The flame demons shrieked at the departing wind demon for stealing their prey, but then leapt onto Hardey’s head in a frenzy. Briar fell back into the hogroot patch, barely turning over in time to retch up his supper. He screamed and cried, thrashing about and trying to wake himself up from the nightmare, but on it went.





It grew hotter and hotter where Briar lay, and the smoke soon became unbearable. Burning ash drifted through the air like snowflakes, setting fires in the garden and yard. One struck Briar on the cheek and he shrieked in pain, slapping himself repeatedly in the face to knock the ash away.

Briar bit his lip to try and stem the wracking coughs, looking around frantically. “Mother! Father! Anybody!” He wiped at the tears streaking the ash on his face. How could his mother leave him? He was only six!

Six is old enough to be caught by alagai for running when it is best to keep still, Relan said, or for keeping still when it is best to run.

He would burn up if he stayed any longer, but as his father said, the fire was drawing demons like dung did flies. He thought of the goldwood tree. It had hidden him from his brothers. Perhaps it could save him again.
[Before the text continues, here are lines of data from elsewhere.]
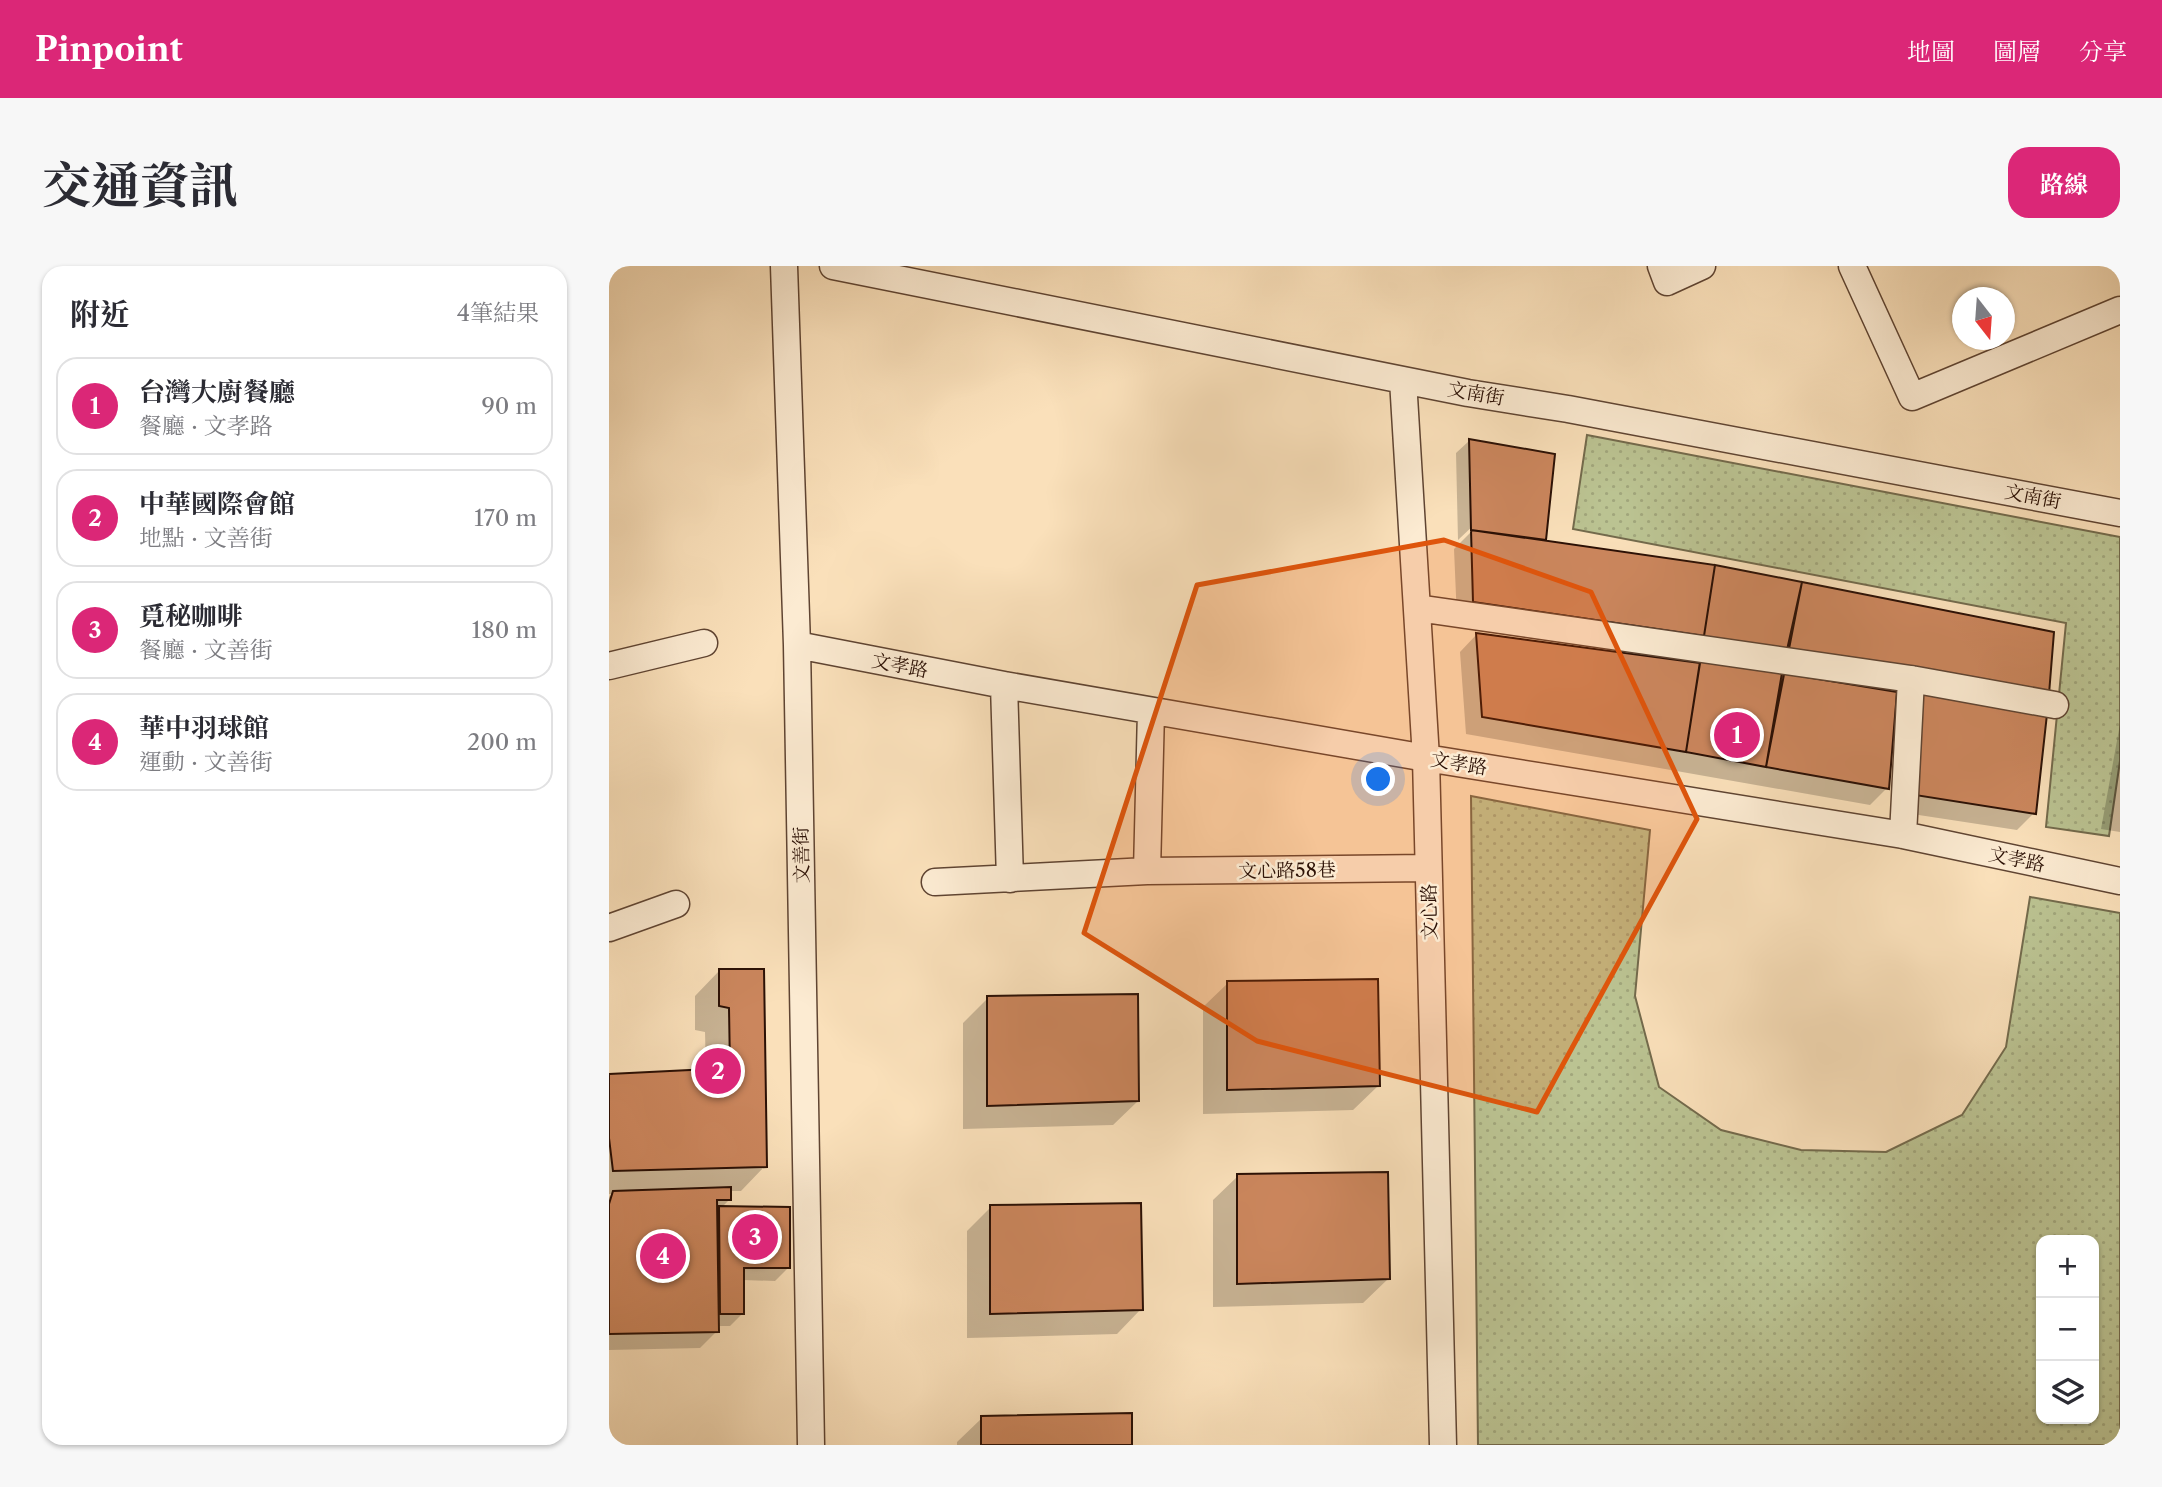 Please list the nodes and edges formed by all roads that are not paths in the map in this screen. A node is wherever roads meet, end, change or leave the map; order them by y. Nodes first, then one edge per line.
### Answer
1 (784, 266) edge
2 (833, 266) edge
3 (1661, 266) edge
4 (1702, 266) edge
5 (1852, 266) edge
6 (2120, 310) edge
7 (1403, 380) junction
8 (2120, 513) edge
9 (1417, 608) junction
10 (704, 643) dead end
11 (797, 645) junction
12 (609, 666) edge
13 (1910, 678) junction
14 (1004, 685) junction
15 (2055, 705) dead end
16 (1151, 710) junction
17 (1426, 758) junction
18 (1903, 835) junction
19 (1428, 868) junction
20 (1147, 871) junction
21 (1010, 879) junction
22 (2120, 881) edge
23 (935, 882) dead end
24 (676, 905) dead end
25 (609, 928) edge
26 (811, 1445) edge
27 (1443, 1445) edge

1 - 11 street, 文善街
2 - 7 street, 文南街
3 - 4 street
5 - 6 street
7 - 8 street, 文南街
7 - 9 street, 文心路
9 - 13 street
9 - 17 street, 文心路
10 - 12 street
11 - 14 street, 文孝路
11 - 26 street, 文善街
13 - 15 street
13 - 18 street
14 - 16 street, 文孝路
14 - 21 street
16 - 17 street, 文孝路
16 - 20 street
17 - 18 street, 文孝路
17 - 19 street, 文心路
18 - 22 street, 文孝路
19 - 20 street, 文心路58巷
19 - 27 street, 文心路
20 - 21 street, 文心路58巷
21 - 23 street, 文心路58巷
24 - 25 street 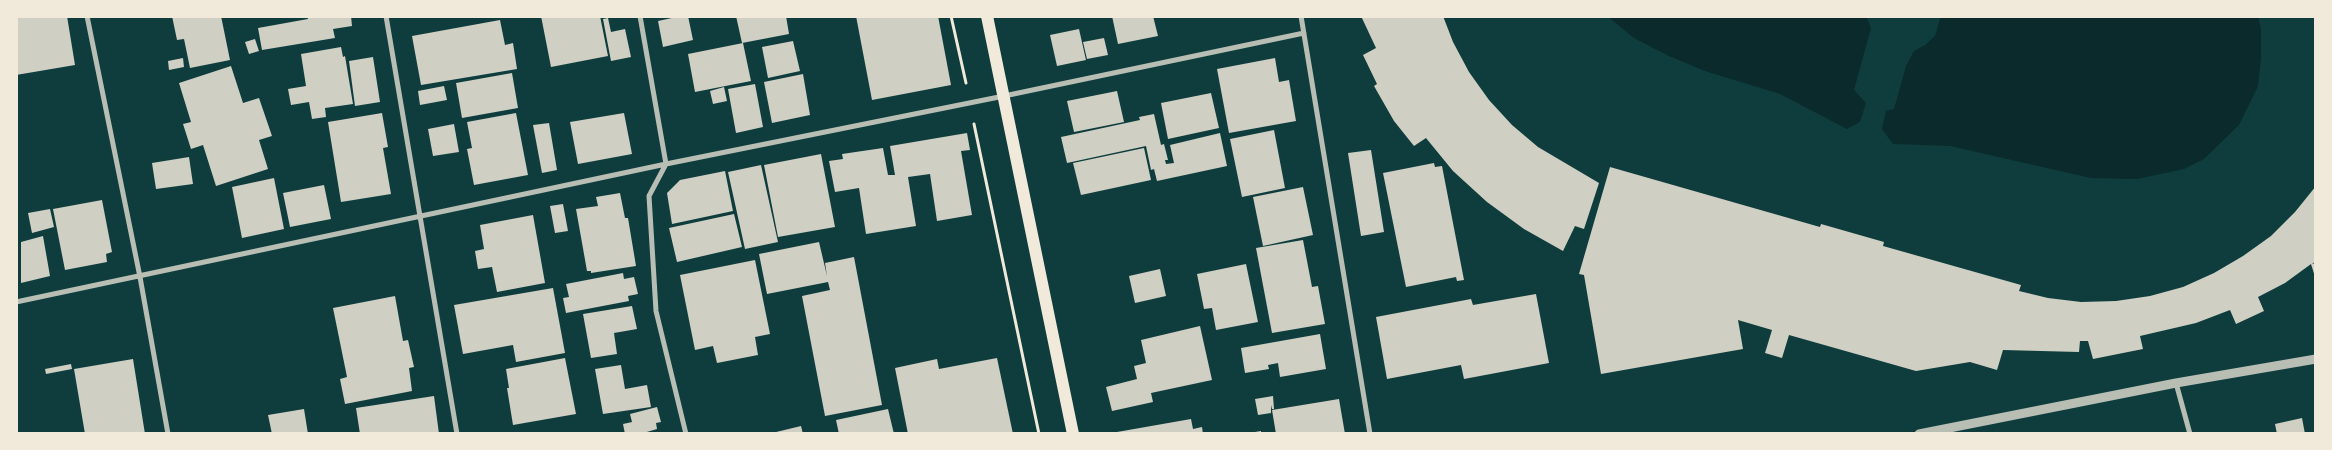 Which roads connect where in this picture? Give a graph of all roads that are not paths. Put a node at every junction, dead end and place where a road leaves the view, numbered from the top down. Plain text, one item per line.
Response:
1 (87, 16) edge
2 (386, 16) edge
3 (640, 16) edge
4 (987, 16) edge
5 (1301, 16) edge
6 (1304, 33) junction
7 (1004, 96) junction
8 (666, 164) junction
9 (420, 216) junction
10 (140, 277) junction
11 (16, 302) edge
12 (2316, 359) edge
13 (2176, 383) junction
14 (168, 434) edge
15 (457, 434) edge
16 (686, 434) edge
17 (1073, 434) edge
18 (1370, 434) edge
19 (1919, 434) edge
20 (2190, 434) edge

1 - 10 street
2 - 9 street
3 - 8 street
4 - 7 main road
5 - 6 street
6 - 7 street
6 - 18 street
7 - 8 street
7 - 17 main road
8 - 9 street
8 - 16 street
9 - 10 street
9 - 15 street
10 - 11 street
10 - 14 street
12 - 13 street
13 - 19 street
13 - 20 street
Briar put his head close to the ground and breathed three times as his mother had told him, then sprang from hiding, running hard. The swirling smoke was everywhere, and he could only see a few feet in any direction, but he could sense demons lurking in the gloom. He raced quickly over the familiar ground, but then somehow ran into a tree where he was sure none should be. He scraped his face on the bark, bouncing and landing on his back.

But then the tree looked at him and growled.